Given data:
============

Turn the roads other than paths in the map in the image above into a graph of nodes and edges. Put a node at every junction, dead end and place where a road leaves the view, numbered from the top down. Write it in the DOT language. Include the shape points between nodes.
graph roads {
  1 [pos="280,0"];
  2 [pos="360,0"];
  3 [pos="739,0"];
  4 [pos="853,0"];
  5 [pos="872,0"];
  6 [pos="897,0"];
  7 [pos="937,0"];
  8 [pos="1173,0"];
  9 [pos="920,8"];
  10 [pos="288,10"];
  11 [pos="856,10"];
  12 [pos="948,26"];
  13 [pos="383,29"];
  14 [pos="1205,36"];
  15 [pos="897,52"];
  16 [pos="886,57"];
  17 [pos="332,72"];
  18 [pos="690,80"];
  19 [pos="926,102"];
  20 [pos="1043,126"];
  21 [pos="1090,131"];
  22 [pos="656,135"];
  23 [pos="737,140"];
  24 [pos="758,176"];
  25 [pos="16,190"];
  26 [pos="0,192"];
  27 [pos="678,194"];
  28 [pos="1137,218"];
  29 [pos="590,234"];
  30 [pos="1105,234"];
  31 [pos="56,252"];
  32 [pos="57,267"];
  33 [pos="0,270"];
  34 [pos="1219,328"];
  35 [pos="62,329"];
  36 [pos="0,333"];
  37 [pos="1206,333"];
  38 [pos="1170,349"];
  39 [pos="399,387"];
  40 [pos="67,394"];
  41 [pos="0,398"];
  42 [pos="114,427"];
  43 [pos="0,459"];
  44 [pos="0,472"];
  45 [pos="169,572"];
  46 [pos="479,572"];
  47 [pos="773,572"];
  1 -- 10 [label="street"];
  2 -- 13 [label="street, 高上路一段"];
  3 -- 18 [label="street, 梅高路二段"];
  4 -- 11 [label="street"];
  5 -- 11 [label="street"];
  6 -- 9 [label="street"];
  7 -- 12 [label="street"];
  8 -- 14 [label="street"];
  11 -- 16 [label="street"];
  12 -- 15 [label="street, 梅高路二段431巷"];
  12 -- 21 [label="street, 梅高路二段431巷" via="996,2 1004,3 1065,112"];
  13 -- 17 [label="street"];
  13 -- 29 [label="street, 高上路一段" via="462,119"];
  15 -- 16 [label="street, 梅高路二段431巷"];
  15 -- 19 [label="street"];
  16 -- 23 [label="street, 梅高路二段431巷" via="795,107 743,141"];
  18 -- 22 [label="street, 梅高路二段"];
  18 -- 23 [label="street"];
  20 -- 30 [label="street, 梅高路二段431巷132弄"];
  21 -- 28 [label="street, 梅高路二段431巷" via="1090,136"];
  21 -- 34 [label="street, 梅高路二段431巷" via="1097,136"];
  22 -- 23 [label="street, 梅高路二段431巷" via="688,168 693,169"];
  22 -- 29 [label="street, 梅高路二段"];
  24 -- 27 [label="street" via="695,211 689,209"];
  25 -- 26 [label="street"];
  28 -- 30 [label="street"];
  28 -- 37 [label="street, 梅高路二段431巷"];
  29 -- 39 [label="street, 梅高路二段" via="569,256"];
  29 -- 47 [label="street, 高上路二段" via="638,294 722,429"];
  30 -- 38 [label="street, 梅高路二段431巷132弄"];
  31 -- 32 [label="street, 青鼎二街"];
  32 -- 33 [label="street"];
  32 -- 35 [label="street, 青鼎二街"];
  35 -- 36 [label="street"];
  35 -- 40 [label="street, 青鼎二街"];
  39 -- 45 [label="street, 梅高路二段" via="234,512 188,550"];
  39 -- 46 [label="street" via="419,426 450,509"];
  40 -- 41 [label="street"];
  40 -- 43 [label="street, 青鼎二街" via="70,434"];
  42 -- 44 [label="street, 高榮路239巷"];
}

============

Your assignment: Whenever the string "青鼎二街" turns up in a line of the data, copy that line.

Solution to this problem:
  31 -- 32 [label="street, 青鼎二街"];
  32 -- 35 [label="street, 青鼎二街"];
  35 -- 40 [label="street, 青鼎二街"];
  40 -- 43 [label="street, 青鼎二街" via="70,434"];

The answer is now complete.